"Sneaky" Pete Rizzo said he has been blessed with a good memory but added that it's declining with age.
Maybe the statement is a little self-deprecating humor. After all, the Texas A&M University biology professor is releasing his 10th album Friday during an in-store performance at the Hastings in College Station. And, while Rizzo said his memory is fading, he also said his drive for writing music - with nearly 150 satirical songs to his credit so far - remains strong.
"It's a hobby and escape for me. It keeps me going - you know, like if a grant doesn't come through or I'm having trouble with students. You see people at a football game blowing off steam by yelling and cheering. I get that kind of release [through my music.]"
He hopes Friday's show, which starts at 7:30 p.m., is a throwback to the 1980s and 1990s when he hosted the weekly "Sing Along with Sneaky Pete" shows at the defunct Crooked Path Ale House in Northgate.
Although most current students won't remember Rizzo's popular performances (the regular sing-alongs ended in 1997), they might have an older brother or sister who joined Rizzo a decade ago when he crooned Booger in My Beer Mug or My Karma Ran Over My Dogma.
"I recently had a girl in my class who told me her mother was in one of my biology classes," said Rizzo, 55, as he broke out into laughter.
The affable professor's latest album, Country Fried Sneaks, is a compilation of 14 old songs and two new ones - a culmination of 30 years of songwriting. Since he began writing songs, 17 have been featured on the California-based Dr. Demento radio show.

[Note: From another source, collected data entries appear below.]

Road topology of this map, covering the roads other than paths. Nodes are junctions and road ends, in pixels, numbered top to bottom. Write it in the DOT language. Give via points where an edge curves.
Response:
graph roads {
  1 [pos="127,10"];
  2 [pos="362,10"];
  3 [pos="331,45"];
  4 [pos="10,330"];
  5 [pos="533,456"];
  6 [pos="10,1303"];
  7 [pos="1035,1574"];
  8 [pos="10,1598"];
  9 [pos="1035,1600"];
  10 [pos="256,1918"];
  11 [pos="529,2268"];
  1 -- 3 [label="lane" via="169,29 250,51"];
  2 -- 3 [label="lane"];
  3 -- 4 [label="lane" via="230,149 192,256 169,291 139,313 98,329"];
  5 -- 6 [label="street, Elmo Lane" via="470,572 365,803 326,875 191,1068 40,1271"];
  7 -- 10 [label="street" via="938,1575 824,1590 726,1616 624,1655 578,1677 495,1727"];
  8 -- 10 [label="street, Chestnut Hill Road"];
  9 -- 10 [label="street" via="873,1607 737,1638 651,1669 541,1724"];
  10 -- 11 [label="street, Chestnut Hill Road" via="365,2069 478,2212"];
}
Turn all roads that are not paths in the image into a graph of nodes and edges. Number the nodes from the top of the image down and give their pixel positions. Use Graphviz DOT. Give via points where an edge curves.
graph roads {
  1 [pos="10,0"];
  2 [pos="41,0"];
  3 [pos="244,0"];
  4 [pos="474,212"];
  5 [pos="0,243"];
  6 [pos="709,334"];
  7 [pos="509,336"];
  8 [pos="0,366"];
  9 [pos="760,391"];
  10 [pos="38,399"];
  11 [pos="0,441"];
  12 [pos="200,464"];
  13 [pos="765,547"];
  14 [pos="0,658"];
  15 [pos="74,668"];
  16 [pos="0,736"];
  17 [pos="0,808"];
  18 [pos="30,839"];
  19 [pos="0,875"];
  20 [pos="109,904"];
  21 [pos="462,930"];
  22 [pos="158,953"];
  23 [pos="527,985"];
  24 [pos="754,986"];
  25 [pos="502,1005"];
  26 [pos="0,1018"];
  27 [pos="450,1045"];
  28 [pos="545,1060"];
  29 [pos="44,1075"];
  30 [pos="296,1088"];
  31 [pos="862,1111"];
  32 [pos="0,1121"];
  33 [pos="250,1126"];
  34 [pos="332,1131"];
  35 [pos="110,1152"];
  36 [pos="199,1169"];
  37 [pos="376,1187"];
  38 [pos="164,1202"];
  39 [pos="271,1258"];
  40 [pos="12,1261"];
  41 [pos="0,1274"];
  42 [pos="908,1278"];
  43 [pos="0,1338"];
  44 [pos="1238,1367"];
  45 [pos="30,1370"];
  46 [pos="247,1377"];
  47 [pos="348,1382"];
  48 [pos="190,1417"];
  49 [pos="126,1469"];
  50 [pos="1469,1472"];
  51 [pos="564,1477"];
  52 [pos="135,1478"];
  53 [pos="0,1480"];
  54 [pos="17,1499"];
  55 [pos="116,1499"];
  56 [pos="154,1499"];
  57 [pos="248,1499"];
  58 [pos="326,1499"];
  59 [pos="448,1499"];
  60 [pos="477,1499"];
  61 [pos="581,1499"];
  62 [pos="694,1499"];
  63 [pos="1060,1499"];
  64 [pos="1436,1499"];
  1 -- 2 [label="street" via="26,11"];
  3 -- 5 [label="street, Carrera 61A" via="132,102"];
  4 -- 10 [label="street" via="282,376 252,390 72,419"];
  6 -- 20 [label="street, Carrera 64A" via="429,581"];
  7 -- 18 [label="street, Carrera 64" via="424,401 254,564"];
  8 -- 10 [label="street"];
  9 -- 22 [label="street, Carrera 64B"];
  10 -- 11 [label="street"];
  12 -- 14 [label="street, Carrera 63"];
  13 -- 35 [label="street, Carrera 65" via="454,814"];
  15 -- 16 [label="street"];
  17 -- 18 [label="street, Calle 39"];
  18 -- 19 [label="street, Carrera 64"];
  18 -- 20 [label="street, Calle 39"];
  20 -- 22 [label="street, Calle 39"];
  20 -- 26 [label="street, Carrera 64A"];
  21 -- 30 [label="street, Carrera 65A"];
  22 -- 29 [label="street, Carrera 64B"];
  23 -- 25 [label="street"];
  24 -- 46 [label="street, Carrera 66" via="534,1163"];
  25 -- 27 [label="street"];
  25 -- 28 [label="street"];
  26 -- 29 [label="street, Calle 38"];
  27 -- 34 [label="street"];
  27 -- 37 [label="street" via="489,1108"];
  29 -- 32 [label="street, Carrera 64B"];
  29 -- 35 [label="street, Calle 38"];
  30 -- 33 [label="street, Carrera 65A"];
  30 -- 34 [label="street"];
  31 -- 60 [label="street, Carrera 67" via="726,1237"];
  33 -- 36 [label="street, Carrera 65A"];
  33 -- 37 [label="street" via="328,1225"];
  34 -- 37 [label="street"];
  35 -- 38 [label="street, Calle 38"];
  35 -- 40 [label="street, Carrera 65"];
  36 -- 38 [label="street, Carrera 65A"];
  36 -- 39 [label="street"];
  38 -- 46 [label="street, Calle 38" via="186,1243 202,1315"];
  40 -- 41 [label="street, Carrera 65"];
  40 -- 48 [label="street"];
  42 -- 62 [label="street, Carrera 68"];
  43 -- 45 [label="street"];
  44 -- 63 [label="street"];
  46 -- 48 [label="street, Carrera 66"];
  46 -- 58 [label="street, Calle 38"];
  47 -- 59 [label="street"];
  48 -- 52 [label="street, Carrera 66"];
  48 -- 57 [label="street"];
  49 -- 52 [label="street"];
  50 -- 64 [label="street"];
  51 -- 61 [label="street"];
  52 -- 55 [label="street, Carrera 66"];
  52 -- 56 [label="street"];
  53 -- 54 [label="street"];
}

Although satire and parodies are Rizzo's specialties, he started out playing in a Chicago-based blues band. And when strumming his first guitar, purchased in 1958, the youngster dreamed of touring the nation like the Rolling Stones.
"I bought [that guitar] for $13 and thought I'd just play it. But nothing happened [when I tried to play], so I left it in my closet for a year before I bought some books and taught myself."
His musical aspirations took a back seat to school, and Rizzo went on to get his Ph.D. from the University of Michigan.
In between grading papers, teaching classes or doing research, random melodies would sneak into his head. Or he'd hear a song on the radio and come up with his own lyrics.
One of his favorites is Waking Up is Hard to Do, a drowsy derivation of Neal Sedaka's Breaking Up is Hard to Do.
"I've always had a good sense of humor. It's not any kind of cure-all, but it helps keep you young and healthy."
And what about those sing-alongs? Does a new album mean Sneaky Pete will resurrect his weekly gigs for a new generation of local college students?
Rizzo would resume the Wednesday sing-a-longs if he found the right place, he said. "I don't see a proper venue right now. [The sing-alongs were] a blast. I'd stay out late and then get up early on Thursday morning and be less tired than I was on other days. I guess it's that adrenaline rush. It was like therapy for me."